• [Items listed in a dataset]
====================
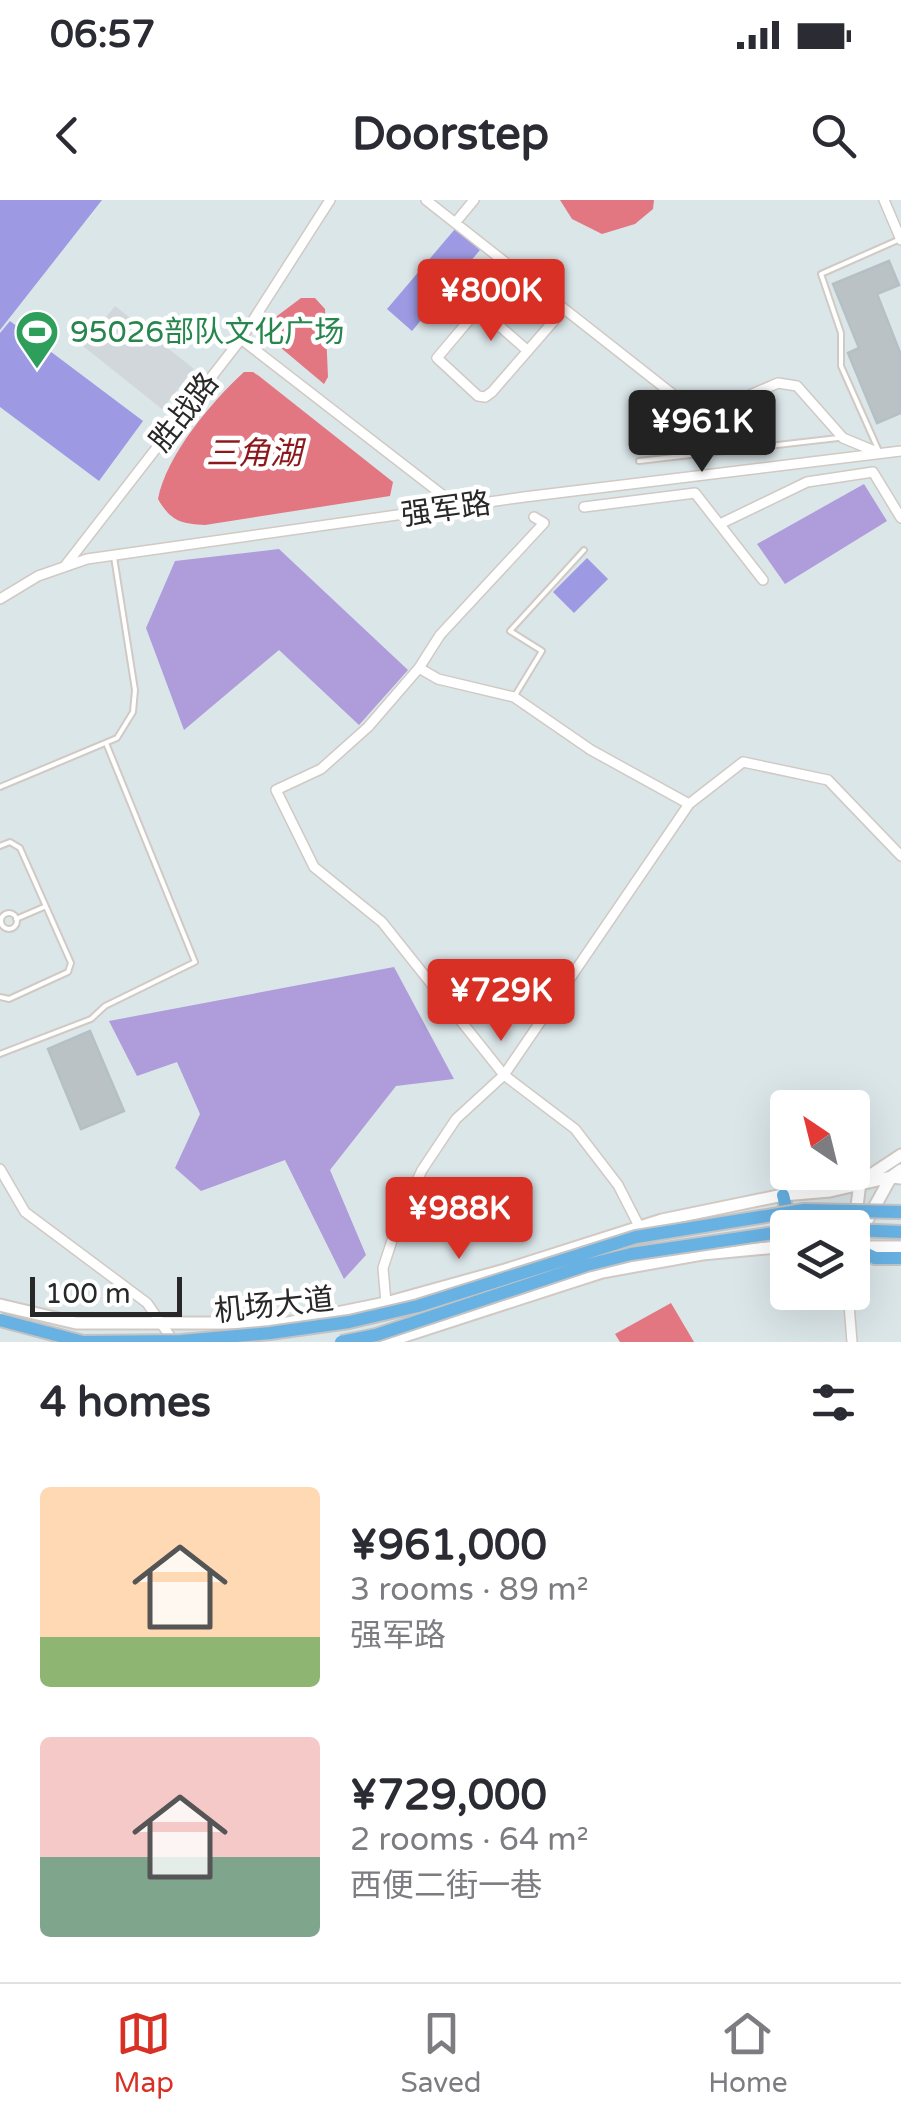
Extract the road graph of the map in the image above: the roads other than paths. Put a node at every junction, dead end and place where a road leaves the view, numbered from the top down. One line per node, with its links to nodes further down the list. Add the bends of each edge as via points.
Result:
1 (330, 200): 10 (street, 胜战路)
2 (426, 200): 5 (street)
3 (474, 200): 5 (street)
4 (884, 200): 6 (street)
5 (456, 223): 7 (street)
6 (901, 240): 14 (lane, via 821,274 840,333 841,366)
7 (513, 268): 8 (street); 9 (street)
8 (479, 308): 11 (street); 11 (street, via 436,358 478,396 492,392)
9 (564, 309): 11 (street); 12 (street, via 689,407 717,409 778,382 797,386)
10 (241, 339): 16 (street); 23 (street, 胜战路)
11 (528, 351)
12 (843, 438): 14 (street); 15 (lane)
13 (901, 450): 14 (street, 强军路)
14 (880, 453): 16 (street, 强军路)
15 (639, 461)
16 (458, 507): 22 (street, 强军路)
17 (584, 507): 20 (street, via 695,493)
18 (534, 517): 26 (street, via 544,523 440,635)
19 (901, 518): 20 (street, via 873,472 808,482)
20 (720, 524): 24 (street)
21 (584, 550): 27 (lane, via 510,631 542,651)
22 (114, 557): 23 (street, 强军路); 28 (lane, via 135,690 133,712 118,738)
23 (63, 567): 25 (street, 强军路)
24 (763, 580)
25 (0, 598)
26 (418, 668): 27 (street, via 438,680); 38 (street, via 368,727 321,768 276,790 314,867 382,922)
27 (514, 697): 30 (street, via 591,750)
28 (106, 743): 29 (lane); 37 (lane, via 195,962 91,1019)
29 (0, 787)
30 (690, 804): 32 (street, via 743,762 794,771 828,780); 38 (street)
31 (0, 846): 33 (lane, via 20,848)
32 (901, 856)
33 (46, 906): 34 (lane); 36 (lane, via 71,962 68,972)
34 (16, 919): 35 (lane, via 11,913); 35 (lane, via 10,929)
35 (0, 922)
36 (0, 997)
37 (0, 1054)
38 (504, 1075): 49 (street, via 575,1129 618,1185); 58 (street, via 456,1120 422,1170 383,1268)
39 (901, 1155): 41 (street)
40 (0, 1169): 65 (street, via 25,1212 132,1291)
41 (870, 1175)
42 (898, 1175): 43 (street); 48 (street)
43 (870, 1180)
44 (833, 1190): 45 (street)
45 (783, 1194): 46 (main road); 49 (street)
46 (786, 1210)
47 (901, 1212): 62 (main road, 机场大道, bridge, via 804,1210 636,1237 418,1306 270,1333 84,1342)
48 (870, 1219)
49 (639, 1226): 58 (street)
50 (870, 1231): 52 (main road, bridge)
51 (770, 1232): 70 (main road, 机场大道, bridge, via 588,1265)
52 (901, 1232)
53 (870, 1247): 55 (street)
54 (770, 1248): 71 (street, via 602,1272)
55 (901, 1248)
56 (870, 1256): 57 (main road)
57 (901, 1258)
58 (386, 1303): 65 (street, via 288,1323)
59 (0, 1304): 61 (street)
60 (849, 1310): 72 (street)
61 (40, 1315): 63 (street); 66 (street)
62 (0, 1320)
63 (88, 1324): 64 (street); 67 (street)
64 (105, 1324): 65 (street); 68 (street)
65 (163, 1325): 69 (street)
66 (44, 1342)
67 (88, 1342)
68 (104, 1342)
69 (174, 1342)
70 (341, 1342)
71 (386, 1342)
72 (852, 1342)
====================
Without including any picture, set down every line above exactly as it stands.

Extract the road graph of the map in the image above: the roads other than paths. Put a node at every junction, dead end and place where a road leaves the view, numbered from the top down. One line per node, with its links to nodes further down the list. Add the bends of each edge as via points.
Result:
1 (330, 200): 10 (street, 胜战路)
2 (426, 200): 5 (street)
3 (474, 200): 5 (street)
4 (884, 200): 6 (street)
5 (456, 223): 7 (street)
6 (901, 240): 14 (lane, via 821,274 840,333 841,366)
7 (513, 268): 8 (street); 9 (street)
8 (479, 308): 11 (street); 11 (street, via 436,358 478,396 492,392)
9 (564, 309): 11 (street); 12 (street, via 689,407 717,409 778,382 797,386)
10 (241, 339): 16 (street); 23 (street, 胜战路)
11 (528, 351)
12 (843, 438): 14 (street); 15 (lane)
13 (901, 450): 14 (street, 强军路)
14 (880, 453): 16 (street, 强军路)
15 (639, 461)
16 (458, 507): 22 (street, 强军路)
17 (584, 507): 20 (street, via 695,493)
18 (534, 517): 26 (street, via 544,523 440,635)
19 (901, 518): 20 (street, via 873,472 808,482)
20 (720, 524): 24 (street)
21 (584, 550): 27 (lane, via 510,631 542,651)
22 (114, 557): 23 (street, 强军路); 28 (lane, via 135,690 133,712 118,738)
23 (63, 567): 25 (street, 强军路)
24 (763, 580)
25 (0, 598)
26 (418, 668): 27 (street, via 438,680); 38 (street, via 368,727 321,768 276,790 314,867 382,922)
27 (514, 697): 30 (street, via 591,750)
28 (106, 743): 29 (lane); 37 (lane, via 195,962 91,1019)
29 (0, 787)
30 (690, 804): 32 (street, via 743,762 794,771 828,780); 38 (street)
31 (0, 846): 33 (lane, via 20,848)
32 (901, 856)
33 (46, 906): 34 (lane); 36 (lane, via 71,962 68,972)
34 (16, 919): 35 (lane, via 11,913); 35 (lane, via 10,929)
35 (0, 922)
36 (0, 997)
37 (0, 1054)
38 (504, 1075): 49 (street, via 575,1129 618,1185); 58 (street, via 456,1120 422,1170 383,1268)
39 (901, 1155): 41 (street)
40 (0, 1169): 65 (street, via 25,1212 132,1291)
41 (870, 1175)
42 (898, 1175): 43 (street); 48 (street)
43 (870, 1180)
44 (833, 1190): 45 (street)
45 (783, 1194): 46 (main road); 49 (street)
46 (786, 1210)
47 (901, 1212): 62 (main road, 机场大道, bridge, via 804,1210 636,1237 418,1306 270,1333 84,1342)
48 (870, 1219)
49 (639, 1226): 58 (street)
50 (870, 1231): 52 (main road, bridge)
51 (770, 1232): 70 (main road, 机场大道, bridge, via 588,1265)
52 (901, 1232)
53 (870, 1247): 55 (street)
54 (770, 1248): 71 (street, via 602,1272)
55 (901, 1248)
56 (870, 1256): 57 (main road)
57 (901, 1258)
58 (386, 1303): 65 (street, via 288,1323)
59 (0, 1304): 61 (street)
60 (849, 1310): 72 (street)
61 (40, 1315): 63 (street); 66 (street)
62 (0, 1320)
63 (88, 1324): 64 (street); 67 (street)
64 (105, 1324): 65 (street); 68 (street)
65 (163, 1325): 69 (street)
66 (44, 1342)
67 (88, 1342)
68 (104, 1342)
69 (174, 1342)
70 (341, 1342)
71 (386, 1342)
72 (852, 1342)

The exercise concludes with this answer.